> The task:
Give back each line below verbatim.

> The records:
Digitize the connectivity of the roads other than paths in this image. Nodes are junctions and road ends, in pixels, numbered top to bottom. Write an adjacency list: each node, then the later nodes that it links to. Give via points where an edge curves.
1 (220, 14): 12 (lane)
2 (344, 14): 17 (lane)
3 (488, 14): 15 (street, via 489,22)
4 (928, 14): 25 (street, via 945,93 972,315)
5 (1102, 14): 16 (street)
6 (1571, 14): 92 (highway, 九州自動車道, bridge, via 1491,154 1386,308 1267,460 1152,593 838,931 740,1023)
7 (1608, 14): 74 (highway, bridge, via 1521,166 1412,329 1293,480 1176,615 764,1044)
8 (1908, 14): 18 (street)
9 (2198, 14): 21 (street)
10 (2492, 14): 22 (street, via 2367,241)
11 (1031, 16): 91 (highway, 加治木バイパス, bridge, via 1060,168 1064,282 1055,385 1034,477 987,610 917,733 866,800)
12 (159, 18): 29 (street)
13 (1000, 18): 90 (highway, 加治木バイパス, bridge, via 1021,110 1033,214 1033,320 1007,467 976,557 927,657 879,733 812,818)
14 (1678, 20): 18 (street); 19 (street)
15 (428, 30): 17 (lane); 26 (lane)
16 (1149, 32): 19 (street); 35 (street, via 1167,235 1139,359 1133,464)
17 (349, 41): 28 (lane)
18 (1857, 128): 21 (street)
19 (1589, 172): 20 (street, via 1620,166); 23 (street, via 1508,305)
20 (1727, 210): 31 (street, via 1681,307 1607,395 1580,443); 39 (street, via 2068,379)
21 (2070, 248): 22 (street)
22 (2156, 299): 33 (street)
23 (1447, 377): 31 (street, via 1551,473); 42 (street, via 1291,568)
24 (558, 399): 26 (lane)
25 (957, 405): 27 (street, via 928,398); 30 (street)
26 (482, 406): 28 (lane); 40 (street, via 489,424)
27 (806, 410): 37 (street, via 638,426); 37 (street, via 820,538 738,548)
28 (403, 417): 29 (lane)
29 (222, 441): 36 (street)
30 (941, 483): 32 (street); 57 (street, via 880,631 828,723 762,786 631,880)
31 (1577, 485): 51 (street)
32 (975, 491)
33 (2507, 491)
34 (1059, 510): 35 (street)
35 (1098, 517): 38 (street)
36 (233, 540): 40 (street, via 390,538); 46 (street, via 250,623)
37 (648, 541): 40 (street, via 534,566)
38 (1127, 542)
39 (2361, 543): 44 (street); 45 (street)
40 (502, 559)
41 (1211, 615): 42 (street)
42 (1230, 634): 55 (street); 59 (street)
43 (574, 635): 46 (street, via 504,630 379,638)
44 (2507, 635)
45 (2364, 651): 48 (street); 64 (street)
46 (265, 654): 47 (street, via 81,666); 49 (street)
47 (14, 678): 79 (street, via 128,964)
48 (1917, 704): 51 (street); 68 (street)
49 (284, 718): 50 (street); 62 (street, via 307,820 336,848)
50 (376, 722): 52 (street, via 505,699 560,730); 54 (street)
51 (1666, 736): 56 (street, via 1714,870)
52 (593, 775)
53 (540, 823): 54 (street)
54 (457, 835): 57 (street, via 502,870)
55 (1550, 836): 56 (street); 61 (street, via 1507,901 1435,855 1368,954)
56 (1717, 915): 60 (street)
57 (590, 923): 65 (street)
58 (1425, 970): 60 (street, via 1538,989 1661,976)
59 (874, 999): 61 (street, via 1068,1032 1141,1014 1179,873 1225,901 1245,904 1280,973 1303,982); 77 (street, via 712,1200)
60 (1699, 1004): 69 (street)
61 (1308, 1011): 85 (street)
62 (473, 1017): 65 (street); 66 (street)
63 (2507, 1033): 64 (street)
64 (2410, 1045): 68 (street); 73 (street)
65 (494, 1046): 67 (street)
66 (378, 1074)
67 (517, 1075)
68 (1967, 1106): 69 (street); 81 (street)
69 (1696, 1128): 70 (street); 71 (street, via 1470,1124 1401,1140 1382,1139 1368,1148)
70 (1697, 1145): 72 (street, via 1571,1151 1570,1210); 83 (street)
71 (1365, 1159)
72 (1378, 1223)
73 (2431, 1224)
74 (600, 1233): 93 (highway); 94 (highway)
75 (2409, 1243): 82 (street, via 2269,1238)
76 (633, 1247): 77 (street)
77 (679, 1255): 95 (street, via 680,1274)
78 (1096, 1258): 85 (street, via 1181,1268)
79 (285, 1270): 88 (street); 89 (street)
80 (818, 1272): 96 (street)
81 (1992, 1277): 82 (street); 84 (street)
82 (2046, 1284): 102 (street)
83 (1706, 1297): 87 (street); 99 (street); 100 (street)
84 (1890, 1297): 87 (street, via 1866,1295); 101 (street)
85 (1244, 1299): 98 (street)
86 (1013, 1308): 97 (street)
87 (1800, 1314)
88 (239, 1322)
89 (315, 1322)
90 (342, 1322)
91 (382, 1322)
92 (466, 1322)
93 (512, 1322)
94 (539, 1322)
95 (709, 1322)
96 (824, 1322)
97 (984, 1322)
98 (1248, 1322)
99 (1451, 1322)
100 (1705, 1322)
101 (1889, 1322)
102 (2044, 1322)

> Solved problem:
Digitize the connectivity of the roads other than paths in this image. Nodes are junctions and road ends, in pixels, numbered top to bottom. Write an adjacency list: each node, then the later nodes that it links to. Give via points where an edge curves.
1 (220, 14): 12 (lane)
2 (344, 14): 17 (lane)
3 (488, 14): 15 (street, via 489,22)
4 (928, 14): 25 (street, via 945,93 972,315)
5 (1102, 14): 16 (street)
6 (1571, 14): 92 (highway, 九州自動車道, bridge, via 1491,154 1386,308 1267,460 1152,593 838,931 740,1023)
7 (1608, 14): 74 (highway, bridge, via 1521,166 1412,329 1293,480 1176,615 764,1044)
8 (1908, 14): 18 (street)
9 (2198, 14): 21 (street)
10 (2492, 14): 22 (street, via 2367,241)
11 (1031, 16): 91 (highway, 加治木バイパス, bridge, via 1060,168 1064,282 1055,385 1034,477 987,610 917,733 866,800)
12 (159, 18): 29 (street)
13 (1000, 18): 90 (highway, 加治木バイパス, bridge, via 1021,110 1033,214 1033,320 1007,467 976,557 927,657 879,733 812,818)
14 (1678, 20): 18 (street); 19 (street)
15 (428, 30): 17 (lane); 26 (lane)
16 (1149, 32): 19 (street); 35 (street, via 1167,235 1139,359 1133,464)
17 (349, 41): 28 (lane)
18 (1857, 128): 21 (street)
19 (1589, 172): 20 (street, via 1620,166); 23 (street, via 1508,305)
20 (1727, 210): 31 (street, via 1681,307 1607,395 1580,443); 39 (street, via 2068,379)
21 (2070, 248): 22 (street)
22 (2156, 299): 33 (street)
23 (1447, 377): 31 (street, via 1551,473); 42 (street, via 1291,568)
24 (558, 399): 26 (lane)
25 (957, 405): 27 (street, via 928,398); 30 (street)
26 (482, 406): 28 (lane); 40 (street, via 489,424)
27 (806, 410): 37 (street, via 638,426); 37 (street, via 820,538 738,548)
28 (403, 417): 29 (lane)
29 (222, 441): 36 (street)
30 (941, 483): 32 (street); 57 (street, via 880,631 828,723 762,786 631,880)
31 (1577, 485): 51 (street)
32 (975, 491)
33 (2507, 491)
34 (1059, 510): 35 (street)
35 (1098, 517): 38 (street)
36 (233, 540): 40 (street, via 390,538); 46 (street, via 250,623)
37 (648, 541): 40 (street, via 534,566)
38 (1127, 542)
39 (2361, 543): 44 (street); 45 (street)
40 (502, 559)
41 (1211, 615): 42 (street)
42 (1230, 634): 55 (street); 59 (street)
43 (574, 635): 46 (street, via 504,630 379,638)
44 (2507, 635)
45 (2364, 651): 48 (street); 64 (street)
46 (265, 654): 47 (street, via 81,666); 49 (street)
47 (14, 678): 79 (street, via 128,964)
48 (1917, 704): 51 (street); 68 (street)
49 (284, 718): 50 (street); 62 (street, via 307,820 336,848)
50 (376, 722): 52 (street, via 505,699 560,730); 54 (street)
51 (1666, 736): 56 (street, via 1714,870)
52 (593, 775)
53 (540, 823): 54 (street)
54 (457, 835): 57 (street, via 502,870)
55 (1550, 836): 56 (street); 61 (street, via 1507,901 1435,855 1368,954)
56 (1717, 915): 60 (street)
57 (590, 923): 65 (street)
58 (1425, 970): 60 (street, via 1538,989 1661,976)
59 (874, 999): 61 (street, via 1068,1032 1141,1014 1179,873 1225,901 1245,904 1280,973 1303,982); 77 (street, via 712,1200)
60 (1699, 1004): 69 (street)
61 (1308, 1011): 85 (street)
62 (473, 1017): 65 (street); 66 (street)
63 (2507, 1033): 64 (street)
64 (2410, 1045): 68 (street); 73 (street)
65 (494, 1046): 67 (street)
66 (378, 1074)
67 (517, 1075)
68 (1967, 1106): 69 (street); 81 (street)
69 (1696, 1128): 70 (street); 71 (street, via 1470,1124 1401,1140 1382,1139 1368,1148)
70 (1697, 1145): 72 (street, via 1571,1151 1570,1210); 83 (street)
71 (1365, 1159)
72 (1378, 1223)
73 (2431, 1224)
74 (600, 1233): 93 (highway); 94 (highway)
75 (2409, 1243): 82 (street, via 2269,1238)
76 (633, 1247): 77 (street)
77 (679, 1255): 95 (street, via 680,1274)
78 (1096, 1258): 85 (street, via 1181,1268)
79 (285, 1270): 88 (street); 89 (street)
80 (818, 1272): 96 (street)
81 (1992, 1277): 82 (street); 84 (street)
82 (2046, 1284): 102 (street)
83 (1706, 1297): 87 (street); 99 (street); 100 (street)
84 (1890, 1297): 87 (street, via 1866,1295); 101 (street)
85 (1244, 1299): 98 (street)
86 (1013, 1308): 97 (street)
87 (1800, 1314)
88 (239, 1322)
89 (315, 1322)
90 (342, 1322)
91 (382, 1322)
92 (466, 1322)
93 (512, 1322)
94 (539, 1322)
95 (709, 1322)
96 (824, 1322)
97 (984, 1322)
98 (1248, 1322)
99 (1451, 1322)
100 (1705, 1322)
101 (1889, 1322)
102 (2044, 1322)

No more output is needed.